A dog I’ve had since the late 90s, through my entire military career and then some, had cancer. I’d had to leave her with the man largely responsible for some of my shittier, more self absorbed material, because she was too big to comfortably fit in my vehicle as I fled all of that sadness, and darkness, and destruction. I had no good place to keep her, and believed that leaving her in his care gave him one good thing to try to do right. And he did, as best he could.

But when there are biological things going wrong inside of you, it’s never a sure thing that your best will end in smiles and stars. It is enough to wonder that she lived as long as she did.

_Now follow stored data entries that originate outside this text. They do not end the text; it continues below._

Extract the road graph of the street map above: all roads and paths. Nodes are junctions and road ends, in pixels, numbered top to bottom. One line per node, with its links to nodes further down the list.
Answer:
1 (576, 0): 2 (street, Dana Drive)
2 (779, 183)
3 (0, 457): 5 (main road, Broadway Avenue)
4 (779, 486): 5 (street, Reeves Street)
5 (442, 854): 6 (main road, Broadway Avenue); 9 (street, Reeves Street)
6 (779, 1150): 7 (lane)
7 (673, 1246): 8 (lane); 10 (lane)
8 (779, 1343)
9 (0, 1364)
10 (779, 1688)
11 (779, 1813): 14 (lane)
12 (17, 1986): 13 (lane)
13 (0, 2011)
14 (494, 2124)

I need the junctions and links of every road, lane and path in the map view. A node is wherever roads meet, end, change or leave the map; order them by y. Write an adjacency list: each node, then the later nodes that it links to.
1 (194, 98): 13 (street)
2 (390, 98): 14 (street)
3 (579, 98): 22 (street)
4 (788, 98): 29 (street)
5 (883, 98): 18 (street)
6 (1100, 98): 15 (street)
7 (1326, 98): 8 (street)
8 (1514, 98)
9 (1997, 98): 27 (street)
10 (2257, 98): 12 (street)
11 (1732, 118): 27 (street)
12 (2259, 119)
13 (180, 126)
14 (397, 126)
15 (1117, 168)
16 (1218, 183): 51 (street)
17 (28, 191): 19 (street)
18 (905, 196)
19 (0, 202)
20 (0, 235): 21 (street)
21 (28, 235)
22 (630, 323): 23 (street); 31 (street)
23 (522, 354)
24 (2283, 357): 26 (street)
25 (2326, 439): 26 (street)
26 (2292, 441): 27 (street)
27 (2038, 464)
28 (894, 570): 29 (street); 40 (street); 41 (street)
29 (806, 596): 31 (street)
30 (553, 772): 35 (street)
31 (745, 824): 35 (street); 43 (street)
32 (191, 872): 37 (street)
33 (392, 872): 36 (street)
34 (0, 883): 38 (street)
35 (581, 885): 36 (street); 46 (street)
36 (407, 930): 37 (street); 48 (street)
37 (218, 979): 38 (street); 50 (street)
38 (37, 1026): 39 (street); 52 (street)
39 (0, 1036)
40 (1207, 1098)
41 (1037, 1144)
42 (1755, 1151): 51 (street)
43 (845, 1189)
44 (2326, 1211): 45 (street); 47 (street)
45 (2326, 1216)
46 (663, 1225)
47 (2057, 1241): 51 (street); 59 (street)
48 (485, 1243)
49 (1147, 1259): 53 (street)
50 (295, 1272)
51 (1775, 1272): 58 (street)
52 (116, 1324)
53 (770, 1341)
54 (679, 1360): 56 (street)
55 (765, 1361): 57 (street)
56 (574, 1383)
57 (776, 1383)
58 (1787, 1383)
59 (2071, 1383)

They took her in for surgery to remove a growth that she’d had, that ruptured. They took her out, a cancer free spirit/energy source to return to the foundations from which she came. She did not survive. Her journey up; ticket punched.

What made me most unhappy and bitter was not that she was gone, nor even that she was so out of my reach, with no reasonable way to return to her to say goodbye. It was that last summer I had gone back for other reasons, but one of which was to have a satisfactory visit with her, knowing her time was limited by the poison inside her anyway and it resulted in an incredibly short, stressful, visit due to unnecessary drama and posturing.

Yet one more thing I’ll struggle to forgive that woman for.